Piotr Iwanowski is an Assoc. VP Clinical Research Europe at Wockhadt Bio AG, as well as national board member of Polish Association for Good Clinical Practice (GCPpl).Within the GCPpl Association he is the head of the standing working group on ethics review of clinical trials. His particular interest are clinical studies in special populations (emergency trials, patients not mentally competent to consent, paediatric trials); he had also published in that domain.
In the past he had organized a large international conference in Poland dedicated to biomedical research in emergency settings.
In his home country Piotr is leading the lobbying activities towards the ethics committees and the regulator with regards to establishing a new system for ethics review of clinical trials in view of the forthcoming applicability of the EU Clinical Trial Regulation.
Piotr has been speaking at multiple international and national conferences dedicated to clinical trials; he is also a lecturer at two postgraduate study programmes at Warsaw universities.
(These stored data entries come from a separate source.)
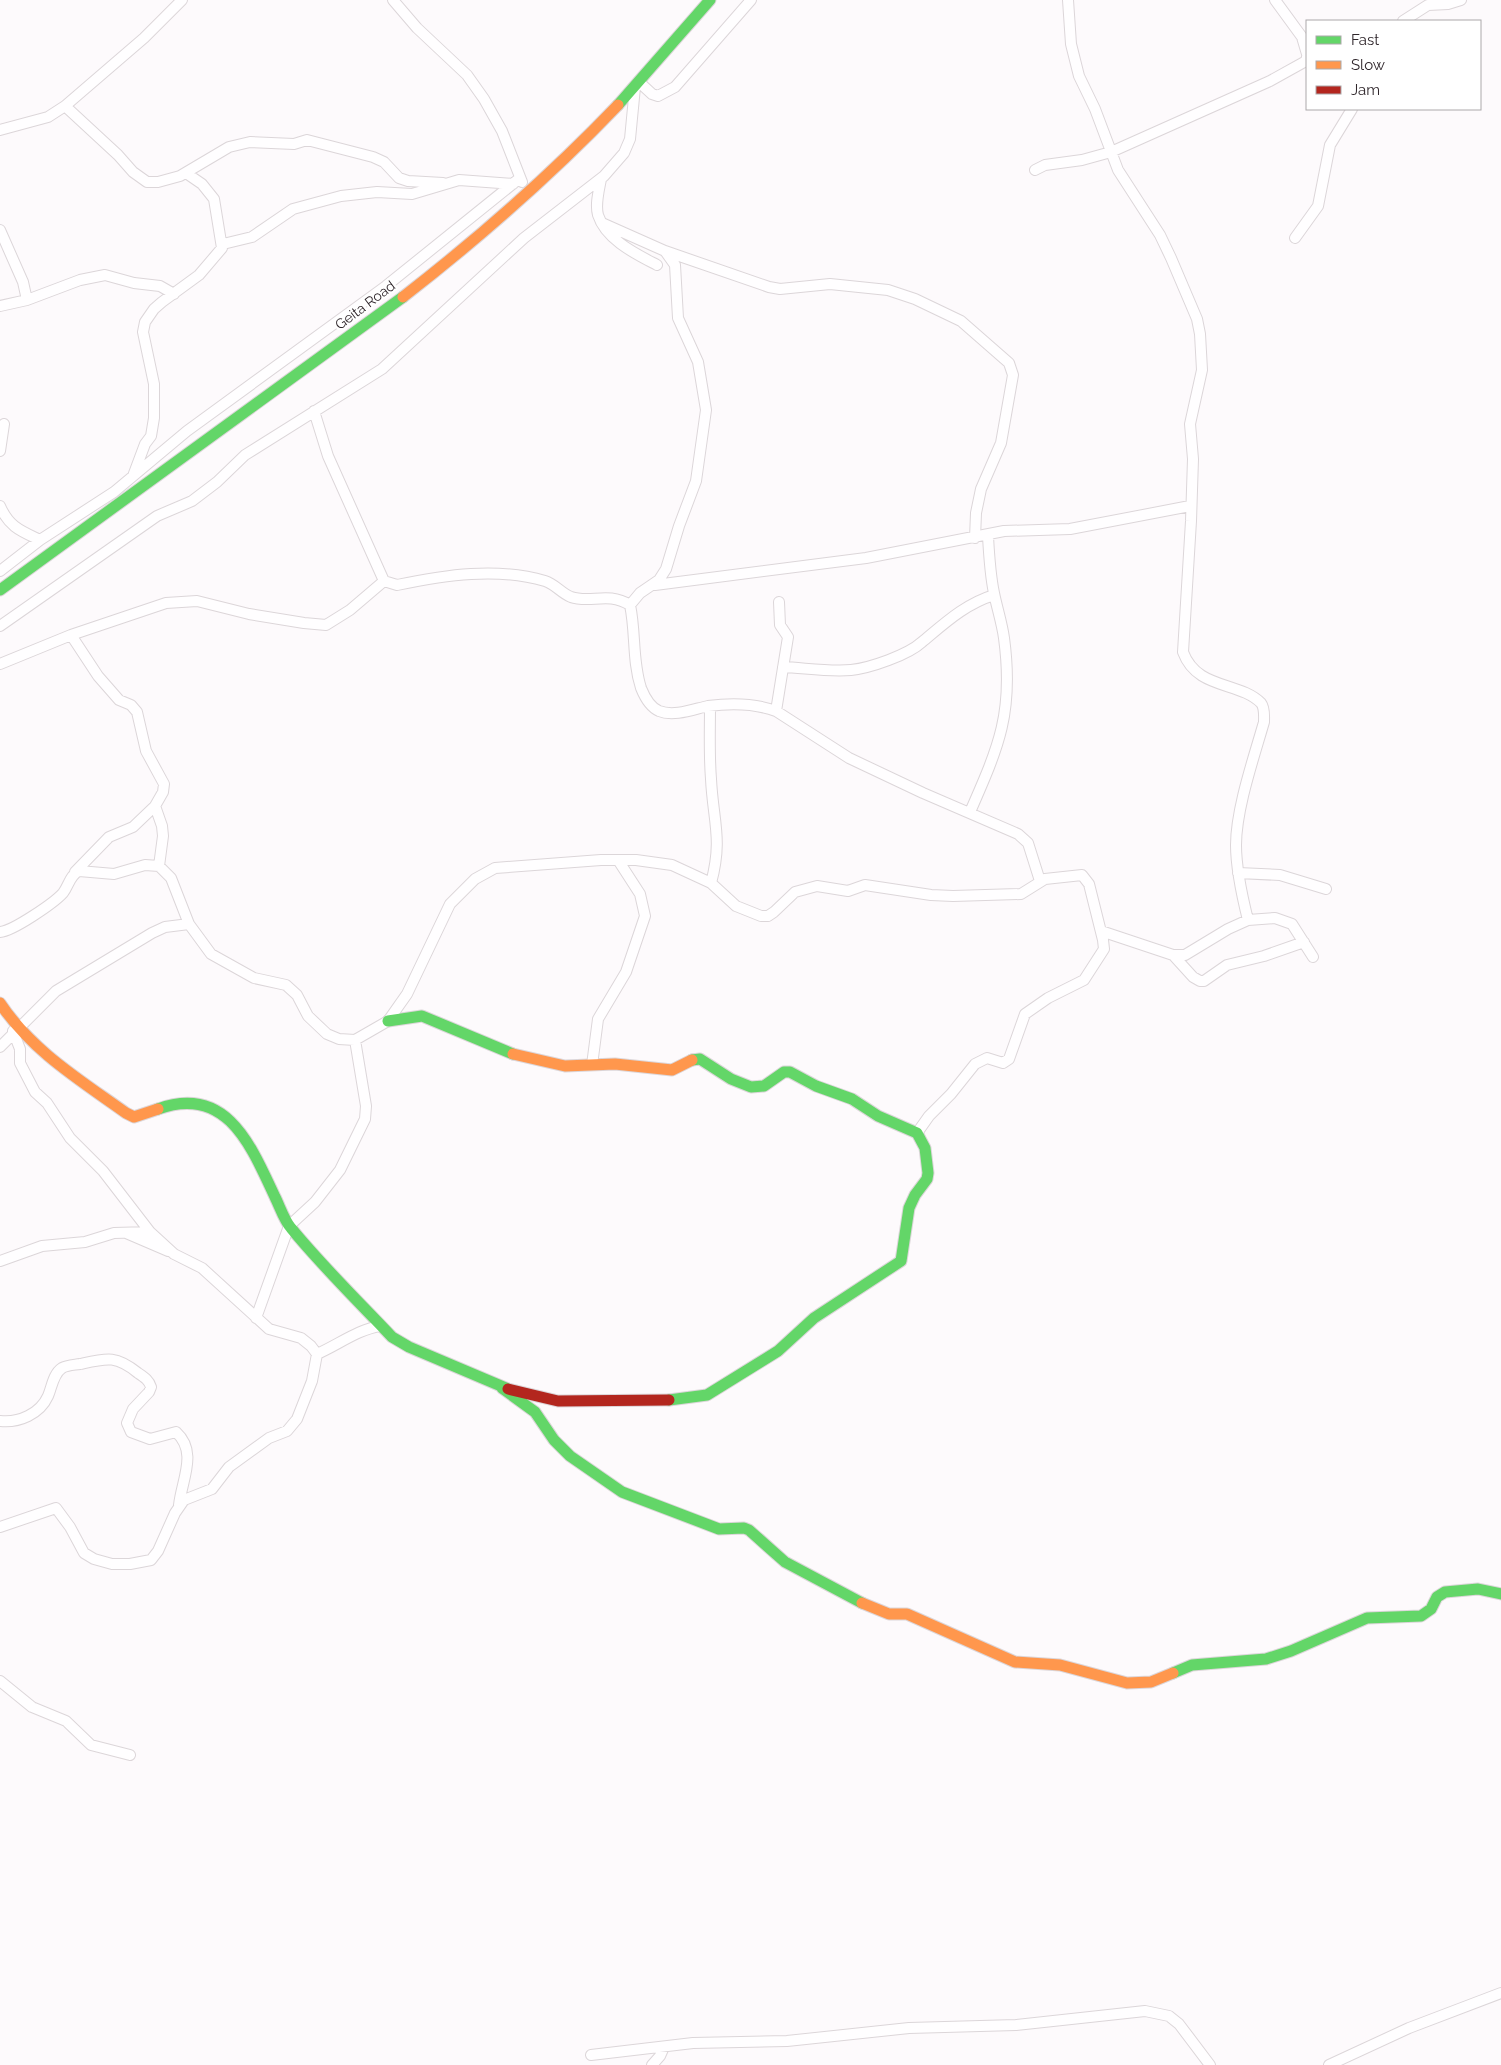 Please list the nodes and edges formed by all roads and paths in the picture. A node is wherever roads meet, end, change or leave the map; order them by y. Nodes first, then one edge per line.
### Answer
1 (182, 0) edge
2 (393, 0) edge
3 (710, 0) edge
4 (751, 0) edge
5 (1068, 0) edge
6 (1275, 0) edge
7 (1461, 0) edge
8 (1405, 20) edge
9 (1306, 52) edge
10 (1306, 61) edge
11 (637, 84) junction
12 (65, 106) junction
13 (1351, 110) edge
14 (0, 130) edge
15 (1111, 152) junction
16 (1034, 170) dead end
17 (186, 174) junction
18 (601, 179) junction
19 (517, 181) junction
20 (443, 183) junction
21 (527, 195) junction
22 (602, 223) junction
23 (0, 230) edge
24 (1295, 238) dead end
25 (223, 244) junction
26 (665, 251) junction
27 (657, 265) dead end
28 (174, 294) junction
29 (27, 300) junction
30 (0, 306) edge
31 (314, 411) junction
32 (4, 424) dead end
33 (0, 451) edge
34 (133, 478) junction
35 (0, 506) edge
36 (1190, 506) junction
37 (988, 536) junction
38 (975, 538) junction
39 (40, 540) junction
40 (0, 571) edge
41 (384, 581) junction
42 (655, 584) junction
43 (0, 590) edge
44 (994, 595) junction
45 (779, 602) dead end
46 (630, 605) junction
47 (0, 626) edge
48 (71, 635) junction
49 (0, 664) edge
50 (783, 667) junction
51 (710, 706) junction
52 (776, 711) junction
53 (155, 806) junction
54 (970, 812) junction
55 (618, 860) junction
56 (159, 866) junction
57 (75, 872) junction
58 (1238, 873) junction
59 (1040, 881) junction
60 (711, 883) junction
61 (1326, 889) dead end
62 (1248, 920) junction
63 (189, 924) junction
64 (1101, 931) junction
65 (0, 932) edge
66 (1304, 942) junction
67 (1173, 956) junction
68 (1313, 957) dead end
69 (0, 1003) edge
70 (388, 1021) junction
71 (16, 1029) junction
72 (355, 1040) junction
73 (0, 1047) edge
74 (592, 1065) junction
75 (917, 1133) junction
76 (289, 1226) junction
77 (150, 1232) junction
78 (125, 1233) junction
79 (170, 1252) junction
80 (0, 1261) edge
81 (256, 1318) junction
82 (381, 1326) junction
83 (317, 1354) junction
84 (502, 1387) junction
85 (0, 1421) edge
86 (179, 1505) junction
87 (0, 1527) edge
88 (1501, 1594) edge
89 (0, 1681) edge
90 (130, 1755) dead end
91 (1501, 1993) edge
92 (664, 2047) junction
93 (591, 2055) dead end
94 (652, 2065) edge
95 (1210, 2065) edge
96 (1329, 2065) edge

1 - 12 street
2 - 19 street
3 - 11 main road, Geita Road
4 - 11 street
5 - 15 street
6 - 9 street
7 - 8 street
10 - 15 street
11 - 18 street
11 - 21 main road, Geita Road
12 - 14 street
12 - 17 street
13 - 24 street
15 - 16 street
15 - 36 street
17 - 20 street
17 - 25 street
18 - 22 street
18 - 31 street
19 - 20 street
19 - 21 street
19 - 34 street
20 - 25 street
21 - 43 main road, Geita Road
22 - 26 street
22 - 27 street
23 - 29 street
25 - 28 street
26 - 38 street
26 - 42 street
28 - 29 street
28 - 34 street
29 - 30 street
31 - 41 street
31 - 47 street
32 - 33 street
34 - 39 street
35 - 39 street
36 - 37 street
36 - 58 street
37 - 38 street
37 - 44 street
38 - 42 street
39 - 40 street
41 - 46 street
41 - 48 street
42 - 46 street
44 - 50 street
44 - 54 street
45 - 50 street
46 - 51 street
48 - 49 street
48 - 53 street
50 - 52 street
51 - 52 street
51 - 60 street
52 - 54 street
53 - 56 street
53 - 57 street
54 - 59 street
55 - 60 street
55 - 70 street
55 - 74 street
56 - 57 street
56 - 63 street
57 - 65 street
58 - 61 street
58 - 62 street
59 - 60 street
59 - 64 street
62 - 66 street
62 - 67 street
63 - 71 street
63 - 72 street
64 - 67 street
64 - 75 street
66 - 67 street
66 - 68 street
69 - 71 main road
70 - 72 street
70 - 74 main road
71 - 73 street
71 - 76 main road
71 - 77 street
72 - 76 street
74 - 75 main road
75 - 84 main road
76 - 81 street
76 - 82 main road
77 - 78 street
77 - 79 street
78 - 79 street
78 - 80 street
79 - 81 street
81 - 83 street
82 - 83 street
82 - 84 main road
83 - 86 street
84 - 88 main road
85 - 86 street
86 - 87 street
89 - 90 street
91 - 96 street
92 - 93 street
92 - 94 street
92 - 95 street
Francisco Rizzuto (49), Economic Analyst – MBA Degree specialist in International Trade & Cargo Transportation with 25 years of experience in the industry. Also specialist in Freight Management of Temperature Controlled Shipments for Pharmaceutical Products. Validator and Instructor of IATA's CEIV Pharma Handling Certification program having performed several Assessments and Trainings in different Airports in Europe, United States, Canada, South Africa and Latin America. Speaker and panelist at specialized events, congresses and conferences in Europe on Air Cargo Supply Chain for Pharmaceuticals. Instructor for the IATA Pharmaceutical Handling Diploma on Risk Management, Air Cargo Operations, Audit and Quality for Temperature Controlled Shipments. IATA Consultant on projects at European Airports for Freight Forwarding Companies, Airlines, Ground Handling Companies and Trucking Companies part of the IATA CEIV Certification on Air Cargo Handling for Pharmaceuticals.
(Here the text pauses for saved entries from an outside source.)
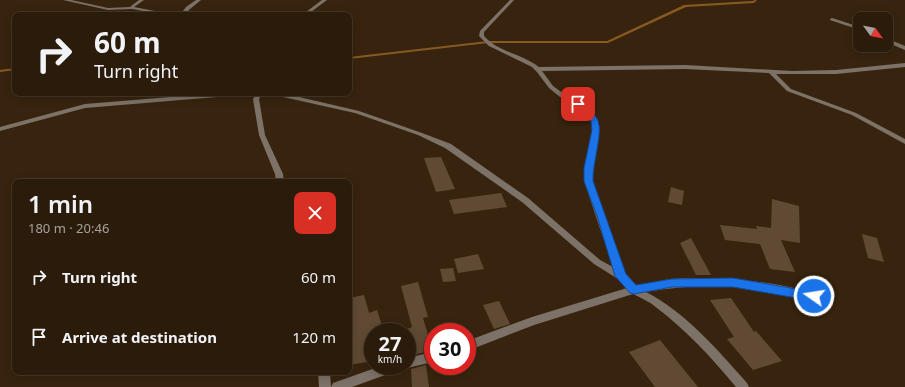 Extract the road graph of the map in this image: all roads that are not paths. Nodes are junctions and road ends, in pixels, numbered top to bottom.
1 (65, 0) edge
2 (142, 0) edge
3 (199, 0) edge
4 (325, 0) edge
5 (512, 0) edge
6 (132, 8) junction
7 (156, 12) edge
8 (185, 12) edge
9 (308, 12) edge
10 (832, 19) dead end
11 (853, 26) edge
12 (893, 43) edge
13 (905, 48) edge
14 (905, 65) edge
15 (537, 69) junction
16 (772, 73) junction
17 (205, 96) edge
18 (258, 96) edge
19 (287, 96) edge
20 (0, 129) edge
21 (905, 142) edge
22 (280, 179) edge
23 (621, 276) junction
24 (634, 290) junction
25 (825, 300) dead end
26 (476, 343) edge
27 (324, 375) edge
28 (370, 375) edge
29 (324, 387) edge
30 (337, 387) edge
31 (743, 387) edge

1 - 6 street
2 - 6 street
3 - 8 street
4 - 9 street
5 - 15 street
6 - 7 street
10 - 11 street
12 - 13 street
14 - 16 street
15 - 16 street
15 - 23 street
16 - 21 street
17 - 20 street
18 - 22 street
19 - 23 street
23 - 24 street
24 - 25 street
24 - 26 street
24 - 31 street
27 - 29 street
28 - 30 street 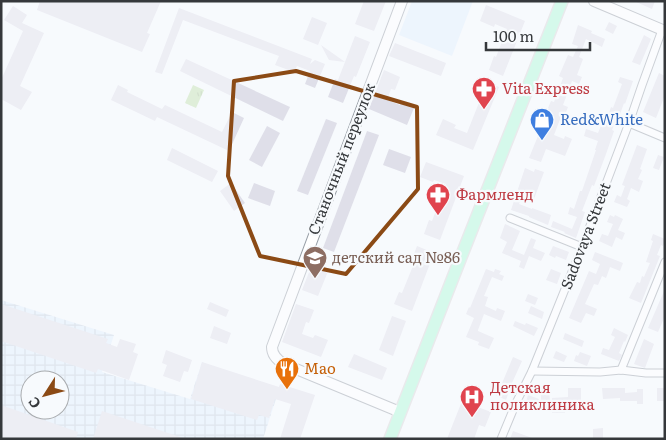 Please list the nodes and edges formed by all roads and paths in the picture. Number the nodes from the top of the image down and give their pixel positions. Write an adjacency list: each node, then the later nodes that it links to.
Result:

Michaela is chemical engineer with 12 years of experience in clinical research, from CRA, LCRA, PM in both CROs and big Pharma companies up to finding Slovak research center, where she is the Clinical Operations Director. Previous companies: Icon, KCR, Octapharma, Boehringer Ingelheim. Slovak research center is a member of Society of Clinical Research Sites, where Michaela is active in more Site Advocacy Groups.